Exercise:
Leave out the pictures and retype everything else in the records below exactly.

++++++++++

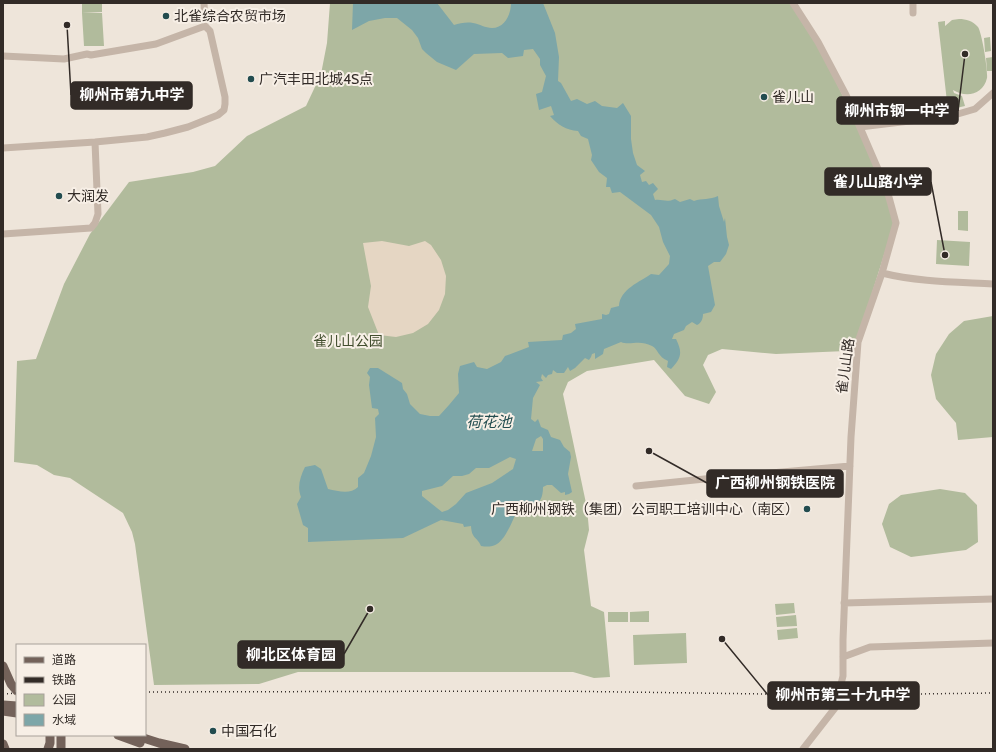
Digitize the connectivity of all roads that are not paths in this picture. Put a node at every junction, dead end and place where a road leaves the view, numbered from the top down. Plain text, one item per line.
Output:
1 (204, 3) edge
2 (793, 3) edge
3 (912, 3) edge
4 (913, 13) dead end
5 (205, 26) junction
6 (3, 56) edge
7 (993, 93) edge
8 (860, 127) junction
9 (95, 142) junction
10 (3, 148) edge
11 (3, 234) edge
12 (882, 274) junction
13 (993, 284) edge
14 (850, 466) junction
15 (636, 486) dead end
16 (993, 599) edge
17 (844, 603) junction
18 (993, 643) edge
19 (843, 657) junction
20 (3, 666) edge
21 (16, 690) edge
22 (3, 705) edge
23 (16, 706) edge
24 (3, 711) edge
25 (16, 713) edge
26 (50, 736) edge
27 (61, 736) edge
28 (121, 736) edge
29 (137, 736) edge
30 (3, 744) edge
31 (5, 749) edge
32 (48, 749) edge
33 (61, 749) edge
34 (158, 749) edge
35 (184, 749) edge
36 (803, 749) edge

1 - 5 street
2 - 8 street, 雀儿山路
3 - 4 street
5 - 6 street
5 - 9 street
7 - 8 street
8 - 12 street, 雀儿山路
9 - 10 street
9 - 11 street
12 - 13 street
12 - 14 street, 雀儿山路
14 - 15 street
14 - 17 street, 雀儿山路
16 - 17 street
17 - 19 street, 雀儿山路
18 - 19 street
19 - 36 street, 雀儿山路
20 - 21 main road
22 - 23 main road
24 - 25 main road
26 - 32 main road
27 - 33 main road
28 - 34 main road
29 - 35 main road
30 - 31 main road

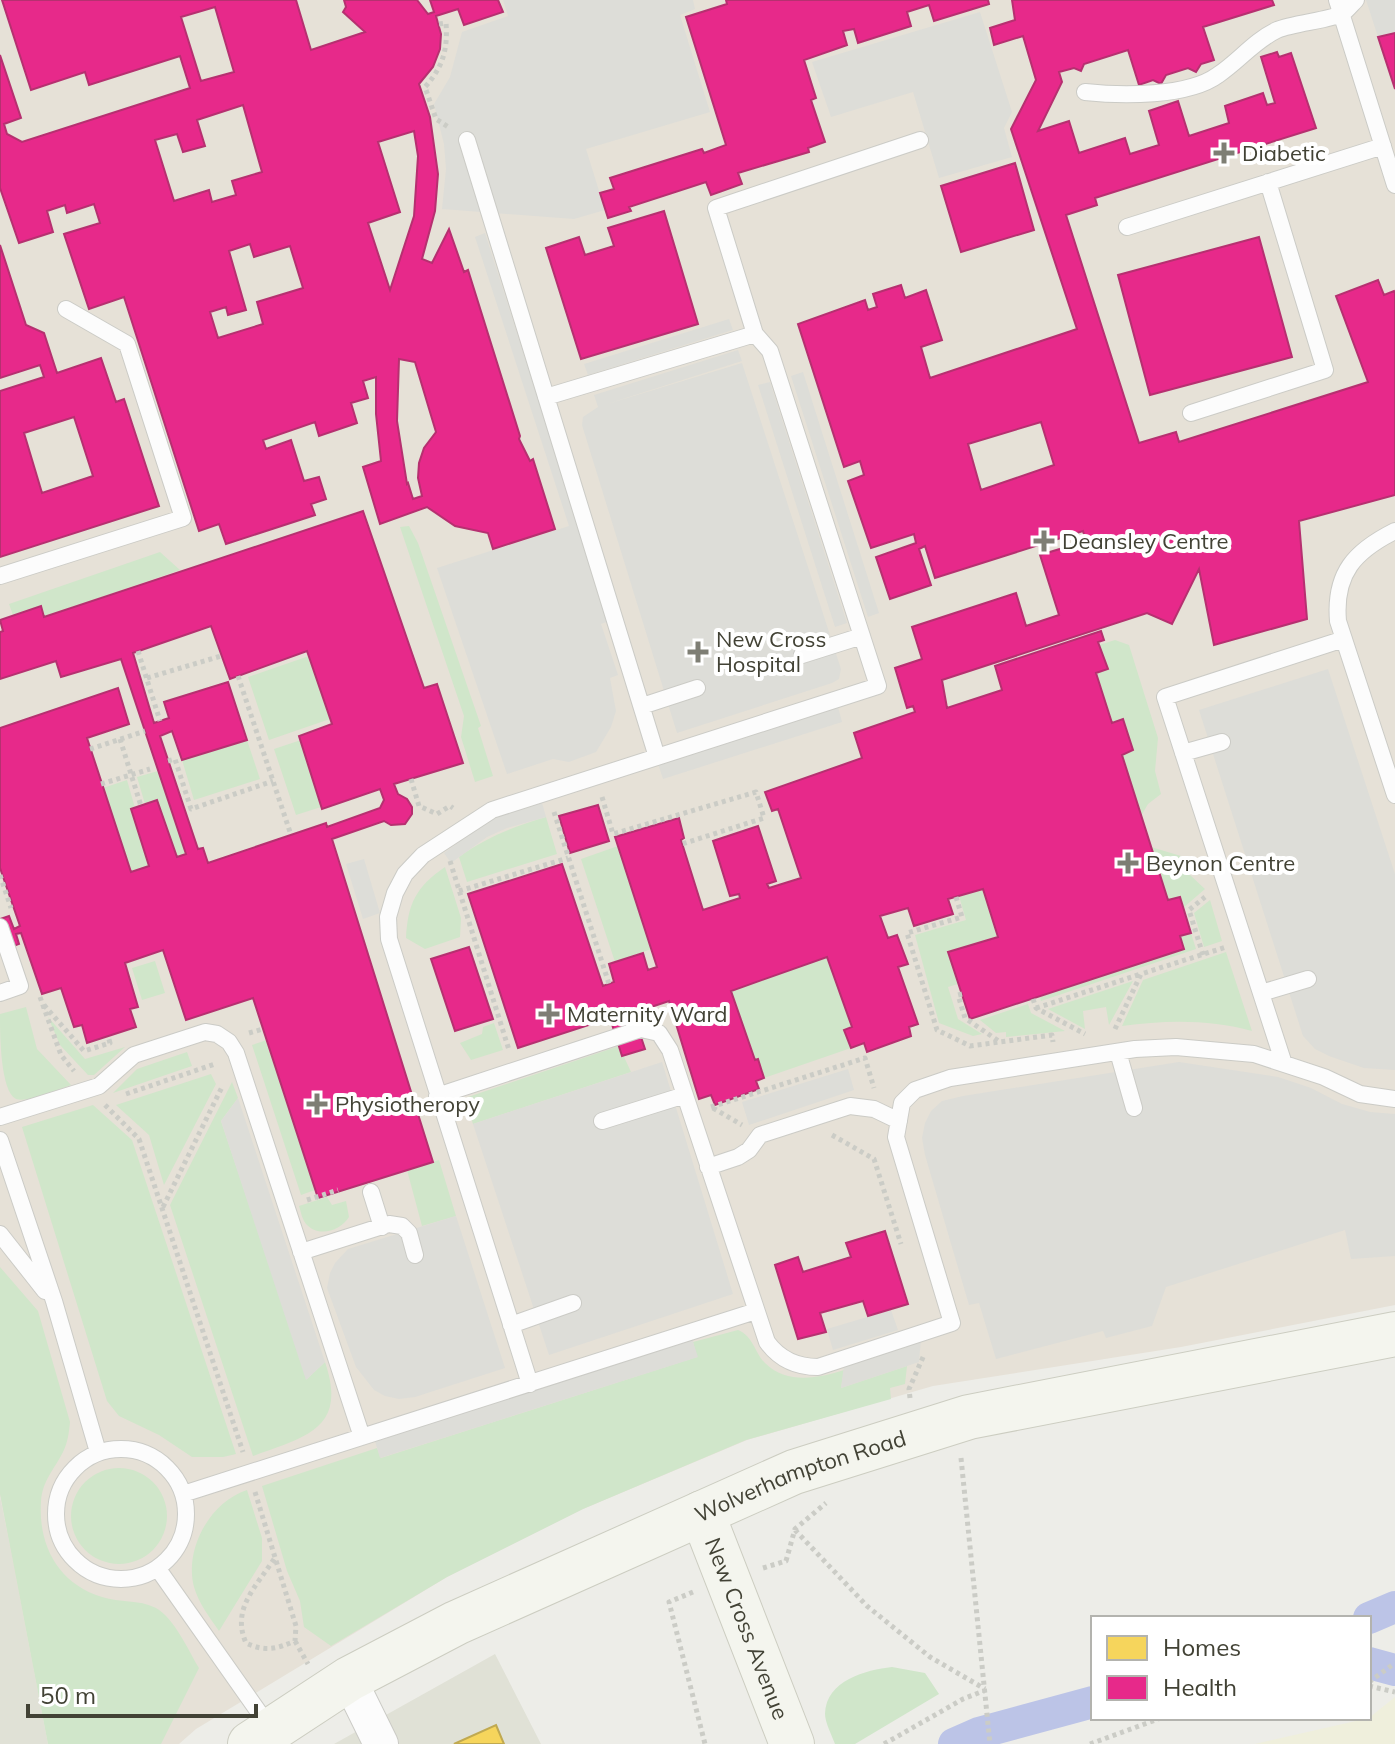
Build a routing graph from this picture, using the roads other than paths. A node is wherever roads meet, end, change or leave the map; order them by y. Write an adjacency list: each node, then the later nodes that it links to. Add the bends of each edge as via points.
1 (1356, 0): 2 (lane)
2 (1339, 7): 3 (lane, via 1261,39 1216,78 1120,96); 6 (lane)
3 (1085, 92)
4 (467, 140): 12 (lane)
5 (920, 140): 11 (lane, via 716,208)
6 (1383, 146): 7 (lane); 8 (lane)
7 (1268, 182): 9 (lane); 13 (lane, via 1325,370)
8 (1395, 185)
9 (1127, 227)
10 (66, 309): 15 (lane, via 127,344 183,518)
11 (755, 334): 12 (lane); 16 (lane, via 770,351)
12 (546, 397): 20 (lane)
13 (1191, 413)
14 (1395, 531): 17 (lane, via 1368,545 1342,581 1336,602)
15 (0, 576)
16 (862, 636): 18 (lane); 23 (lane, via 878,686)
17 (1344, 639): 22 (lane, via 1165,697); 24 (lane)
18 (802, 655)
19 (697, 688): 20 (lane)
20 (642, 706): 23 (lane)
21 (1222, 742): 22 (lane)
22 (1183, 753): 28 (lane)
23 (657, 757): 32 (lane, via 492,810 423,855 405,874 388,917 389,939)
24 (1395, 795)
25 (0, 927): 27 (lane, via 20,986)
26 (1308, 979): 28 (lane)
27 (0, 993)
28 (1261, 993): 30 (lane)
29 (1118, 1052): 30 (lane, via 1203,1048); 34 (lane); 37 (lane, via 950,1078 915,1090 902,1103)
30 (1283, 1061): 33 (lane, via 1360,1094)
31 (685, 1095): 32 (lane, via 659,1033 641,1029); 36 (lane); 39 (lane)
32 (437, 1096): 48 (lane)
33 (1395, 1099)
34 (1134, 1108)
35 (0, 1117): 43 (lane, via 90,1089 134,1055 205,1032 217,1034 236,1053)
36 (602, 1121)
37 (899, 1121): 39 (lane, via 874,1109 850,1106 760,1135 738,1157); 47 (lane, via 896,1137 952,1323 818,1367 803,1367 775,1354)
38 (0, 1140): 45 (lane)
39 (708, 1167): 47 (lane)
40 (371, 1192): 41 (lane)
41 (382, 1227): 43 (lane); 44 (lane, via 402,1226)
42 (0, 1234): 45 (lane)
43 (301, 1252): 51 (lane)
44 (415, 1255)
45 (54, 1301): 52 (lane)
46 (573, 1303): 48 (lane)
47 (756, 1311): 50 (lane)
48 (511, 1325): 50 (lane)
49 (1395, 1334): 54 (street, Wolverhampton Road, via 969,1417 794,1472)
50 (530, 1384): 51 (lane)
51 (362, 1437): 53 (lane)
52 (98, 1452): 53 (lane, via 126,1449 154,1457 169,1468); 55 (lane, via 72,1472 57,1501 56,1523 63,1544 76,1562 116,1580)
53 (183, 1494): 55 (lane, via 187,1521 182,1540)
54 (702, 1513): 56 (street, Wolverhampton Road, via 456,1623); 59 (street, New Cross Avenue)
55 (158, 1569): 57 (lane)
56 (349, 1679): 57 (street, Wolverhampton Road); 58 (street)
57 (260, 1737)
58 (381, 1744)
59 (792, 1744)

++++++++++

Written answer:
Digitize the connectivity of all roads that are not paths in this picture. Put a node at every junction, dead end and place where a road leaves the view, numbered from the top down. Plain text, one item per line.
Output:
1 (204, 3) edge
2 (793, 3) edge
3 (912, 3) edge
4 (913, 13) dead end
5 (205, 26) junction
6 (3, 56) edge
7 (993, 93) edge
8 (860, 127) junction
9 (95, 142) junction
10 (3, 148) edge
11 (3, 234) edge
12 (882, 274) junction
13 (993, 284) edge
14 (850, 466) junction
15 (636, 486) dead end
16 (993, 599) edge
17 (844, 603) junction
18 (993, 643) edge
19 (843, 657) junction
20 (3, 666) edge
21 (16, 690) edge
22 (3, 705) edge
23 (16, 706) edge
24 (3, 711) edge
25 (16, 713) edge
26 (50, 736) edge
27 (61, 736) edge
28 (121, 736) edge
29 (137, 736) edge
30 (3, 744) edge
31 (5, 749) edge
32 (48, 749) edge
33 (61, 749) edge
34 (158, 749) edge
35 (184, 749) edge
36 (803, 749) edge

1 - 5 street
2 - 8 street, 雀儿山路
3 - 4 street
5 - 6 street
5 - 9 street
7 - 8 street
8 - 12 street, 雀儿山路
9 - 10 street
9 - 11 street
12 - 13 street
12 - 14 street, 雀儿山路
14 - 15 street
14 - 17 street, 雀儿山路
16 - 17 street
17 - 19 street, 雀儿山路
18 - 19 street
19 - 36 street, 雀儿山路
20 - 21 main road
22 - 23 main road
24 - 25 main road
26 - 32 main road
27 - 33 main road
28 - 34 main road
29 - 35 main road
30 - 31 main road

Build a routing graph from this picture, using the roads other than paths. A node is wherever roads meet, end, change or leave the map; order them by y. Write an adjacency list: each node, then the later nodes that it links to. Add the bends of each edge as via points.
1 (1356, 0): 2 (lane)
2 (1339, 7): 3 (lane, via 1261,39 1216,78 1120,96); 6 (lane)
3 (1085, 92)
4 (467, 140): 12 (lane)
5 (920, 140): 11 (lane, via 716,208)
6 (1383, 146): 7 (lane); 8 (lane)
7 (1268, 182): 9 (lane); 13 (lane, via 1325,370)
8 (1395, 185)
9 (1127, 227)
10 (66, 309): 15 (lane, via 127,344 183,518)
11 (755, 334): 12 (lane); 16 (lane, via 770,351)
12 (546, 397): 20 (lane)
13 (1191, 413)
14 (1395, 531): 17 (lane, via 1368,545 1342,581 1336,602)
15 (0, 576)
16 (862, 636): 18 (lane); 23 (lane, via 878,686)
17 (1344, 639): 22 (lane, via 1165,697); 24 (lane)
18 (802, 655)
19 (697, 688): 20 (lane)
20 (642, 706): 23 (lane)
21 (1222, 742): 22 (lane)
22 (1183, 753): 28 (lane)
23 (657, 757): 32 (lane, via 492,810 423,855 405,874 388,917 389,939)
24 (1395, 795)
25 (0, 927): 27 (lane, via 20,986)
26 (1308, 979): 28 (lane)
27 (0, 993)
28 (1261, 993): 30 (lane)
29 (1118, 1052): 30 (lane, via 1203,1048); 34 (lane); 37 (lane, via 950,1078 915,1090 902,1103)
30 (1283, 1061): 33 (lane, via 1360,1094)
31 (685, 1095): 32 (lane, via 659,1033 641,1029); 36 (lane); 39 (lane)
32 (437, 1096): 48 (lane)
33 (1395, 1099)
34 (1134, 1108)
35 (0, 1117): 43 (lane, via 90,1089 134,1055 205,1032 217,1034 236,1053)
36 (602, 1121)
37 (899, 1121): 39 (lane, via 874,1109 850,1106 760,1135 738,1157); 47 (lane, via 896,1137 952,1323 818,1367 803,1367 775,1354)
38 (0, 1140): 45 (lane)
39 (708, 1167): 47 (lane)
40 (371, 1192): 41 (lane)
41 (382, 1227): 43 (lane); 44 (lane, via 402,1226)
42 (0, 1234): 45 (lane)
43 (301, 1252): 51 (lane)
44 (415, 1255)
45 (54, 1301): 52 (lane)
46 (573, 1303): 48 (lane)
47 (756, 1311): 50 (lane)
48 (511, 1325): 50 (lane)
49 (1395, 1334): 54 (street, Wolverhampton Road, via 969,1417 794,1472)
50 (530, 1384): 51 (lane)
51 (362, 1437): 53 (lane)
52 (98, 1452): 53 (lane, via 126,1449 154,1457 169,1468); 55 (lane, via 72,1472 57,1501 56,1523 63,1544 76,1562 116,1580)
53 (183, 1494): 55 (lane, via 187,1521 182,1540)
54 (702, 1513): 56 (street, Wolverhampton Road, via 456,1623); 59 (street, New Cross Avenue)
55 (158, 1569): 57 (lane)
56 (349, 1679): 57 (street, Wolverhampton Road); 58 (street)
57 (260, 1737)
58 (381, 1744)
59 (792, 1744)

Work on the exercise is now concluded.